Tiçiyotl and Titiçih: Gendered Understandings of Nahua Healing Knowledge, 1575–1620

Saturday, January 7, 2017: 8:50 AM
Room 203 (Colorado Convention Center)
Edward Anthony Polanco, University of Arizona
After the Spanish conquest of what is now Mexico (1521), doctors such as Francisco Hernandez, and clergymen including Bernardino de Sahagún, and Hernan Ruiz de Alarcón wrote treatises and encyclopedia-like accounts that resemble modern ethnographies. These men particularly struggled with the placement of indigenous healing knowledge which traversed European concepts of medicine and religion. Iberians contorted indigenous knowledge and its practioners into Western concepts and gender norms. For example, what Nahua peoples of central Mexico understood as tiçiyotl (healing knowledge) Spaniards viewed as a crude form of medicine corrupted by the devil. The individuals Nahuas called titiçih (practioners of tiçiyotl) Spaniards forced into their preconceived categories of physician (for men) and midwife (for women).
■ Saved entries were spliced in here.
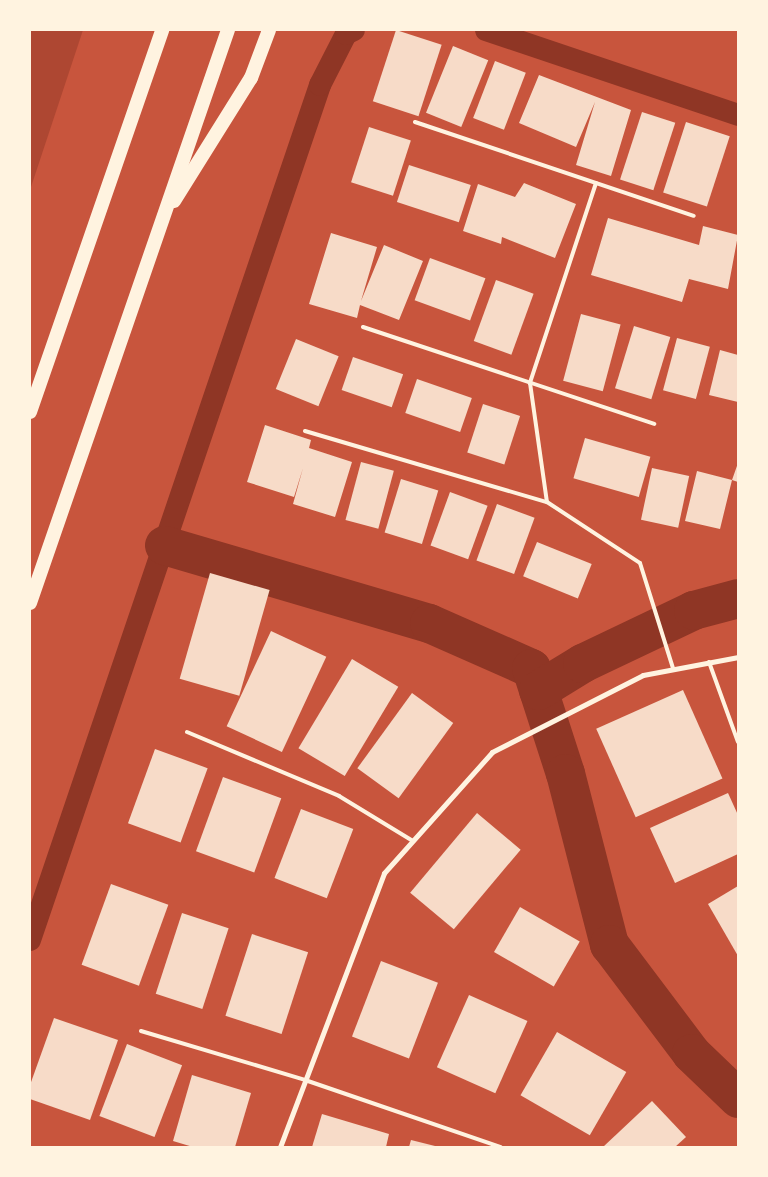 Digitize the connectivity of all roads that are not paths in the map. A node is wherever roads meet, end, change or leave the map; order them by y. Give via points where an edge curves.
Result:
1 (162, 30) edge
2 (228, 30) edge
3 (269, 30) edge
4 (415, 122) dead end
5 (596, 183) junction
6 (694, 216) dead end
7 (161, 223) junction
8 (363, 327) dead end
9 (530, 383) junction
10 (30, 412) edge
11 (654, 424) dead end
12 (305, 431) dead end
13 (547, 502) junction
14 (30, 604) edge
15 (738, 657) edge
16 (709, 662) junction
17 (673, 669) junction
18 (187, 732) dead end
19 (738, 742) edge
20 (413, 840) junction
21 (141, 1031) dead end
22 (305, 1080) junction
23 (280, 1147) edge
24 (501, 1147) edge

1 - 10 highway
2 - 7 highway
3 - 7 highway via 251,78
4 - 5 lane
5 - 6 lane
5 - 9 lane
7 - 14 highway
8 - 9 lane
9 - 11 lane
9 - 13 lane
12 - 13 lane
13 - 17 lane via 640,564
15 - 16 street
16 - 17 street
16 - 19 lane
17 - 20 street via 643,675 492,752
18 - 20 lane via 339,796
20 - 22 street via 384,873
21 - 22 lane
22 - 23 street
22 - 24 lane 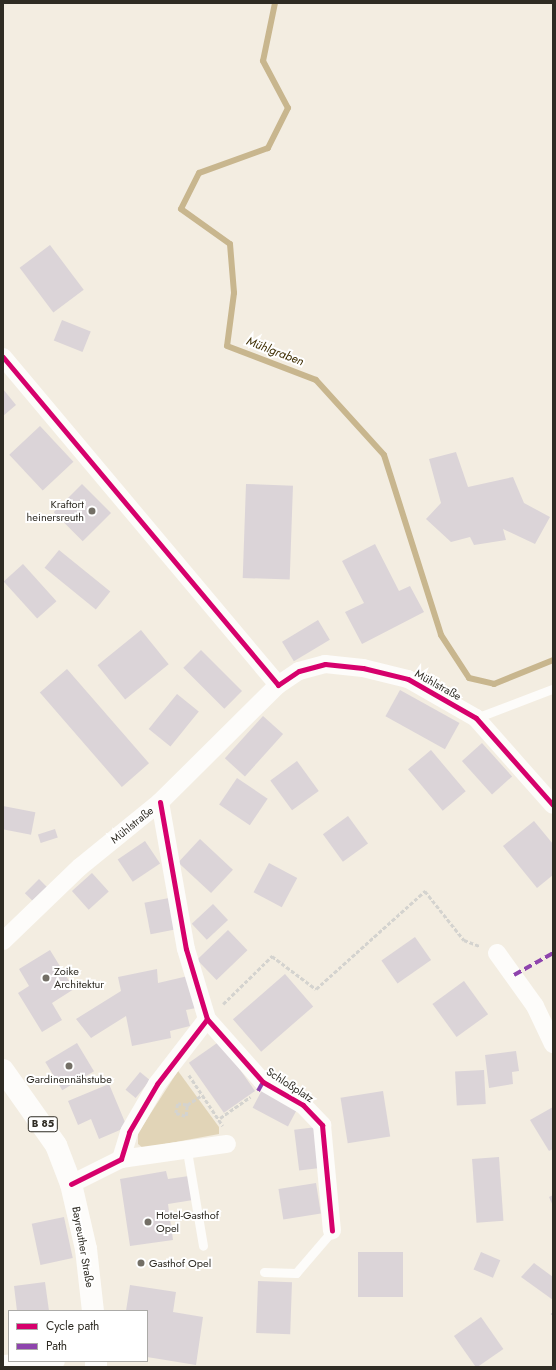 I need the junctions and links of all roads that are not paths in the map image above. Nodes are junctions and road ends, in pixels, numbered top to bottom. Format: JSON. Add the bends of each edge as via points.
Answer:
{"nodes":[{"id":1,"x":3,"y":357,"type":"edge"},
{"id":2,"x":278,"y":685,"type":"junction"},
{"id":3,"x":552,"y":689,"type":"dead end"},
{"id":4,"x":476,"y":718,"type":"junction"},
{"id":5,"x":160,"y":802,"type":"junction"},
{"id":6,"x":553,"y":805,"type":"edge"},
{"id":7,"x":3,"y":941,"type":"edge"},
{"id":8,"x":496,"y":953,"type":"road end"},
{"id":9,"x":206,"y":1019,"type":"junction"},
{"id":10,"x":553,"y":1044,"type":"edge"},
{"id":11,"x":3,"y":1070,"type":"edge"},
{"id":12,"x":227,"y":1144,"type":"road end"},
{"id":13,"x":187,"y":1151,"type":"junction"},
{"id":14,"x":121,"y":1159,"type":"junction"},
{"id":15,"x":71,"y":1184,"type":"junction"},
{"id":16,"x":332,"y":1231,"type":"joint"},
{"id":17,"x":204,"y":1246,"type":"dead end"},
{"id":18,"x":264,"y":1272,"type":"dead end"},
{"id":19,"x":93,"y":1310,"type":"edge"},
{"id":20,"x":38,"y":1362,"type":"edge"},
{"id":21,"x":3,"y":1364,"type":"edge"}],
"edges":[{"from":1,"to":2,"type":"street"},
{"from":2,"to":4,"type":"street","name":"Mühlstraße","via":[[299,671],[325,664],[363,668],[408,679]]},
{"from":2,"to":5,"type":"street","name":"Mühlstraße"},
{"from":3,"to":4,"type":"lane"},
{"from":4,"to":6,"type":"street","name":"Mühlstraße"},
{"from":5,"to":7,"type":"street","name":"Mühlstraße","via":[[80,867]]},
{"from":5,"to":9,"type":"street","name":"Schloßplatz","via":[[186,949]]},
{"from":8,"to":10,"type":"street","via":[[535,1006]]},
{"from":9,"to":14,"type":"street","via":[[157,1084],[129,1132]]},
{"from":9,"to":16,"type":"street","name":"Schloßplatz","via":[[263,1082],[303,1105],[322,1125]]},
{"from":11,"to":15,"type":"main road","number":"B 85","via":[[56,1145]]},
{"from":12,"to":13,"type":"street"},
{"from":13,"to":14,"type":"street"},
{"from":13,"to":17,"type":"lane"},
{"from":14,"to":15,"type":"street"},
{"from":15,"to":19,"type":"main road","name":"Bayreuther Straße","number":"B 85","via":[[86,1249]]},
{"from":16,"to":18,"type":"lane","via":[[296,1273]]},
{"from":20,"to":21,"type":"street"}]}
Using the 1584 trial records of two titiçih (male and female) persecuted by the Church for sorcery and idolatry, supplemented by a reading of other archival documents from Mexico and Spain, my paper argues that these ritual specialists were much more than midwives and physicans. European midwives were undervalued-women excluded from positions of power both in medical and religious institutions. My talk will argue that the Eurocentric term “partera” naturalized Spanish gender norms and limited Nahua women to a role that was marginalized in Iberia. In Nahua conventions, female titiçih were vital components of their local political and religious economies. Archival evidence shows that Nahua men and women were titiçih, and their duties overlapped what Europeans perceived as religious, medical, and political planes, a source of conflict as Spanish colonialism spread throughout central Mexico.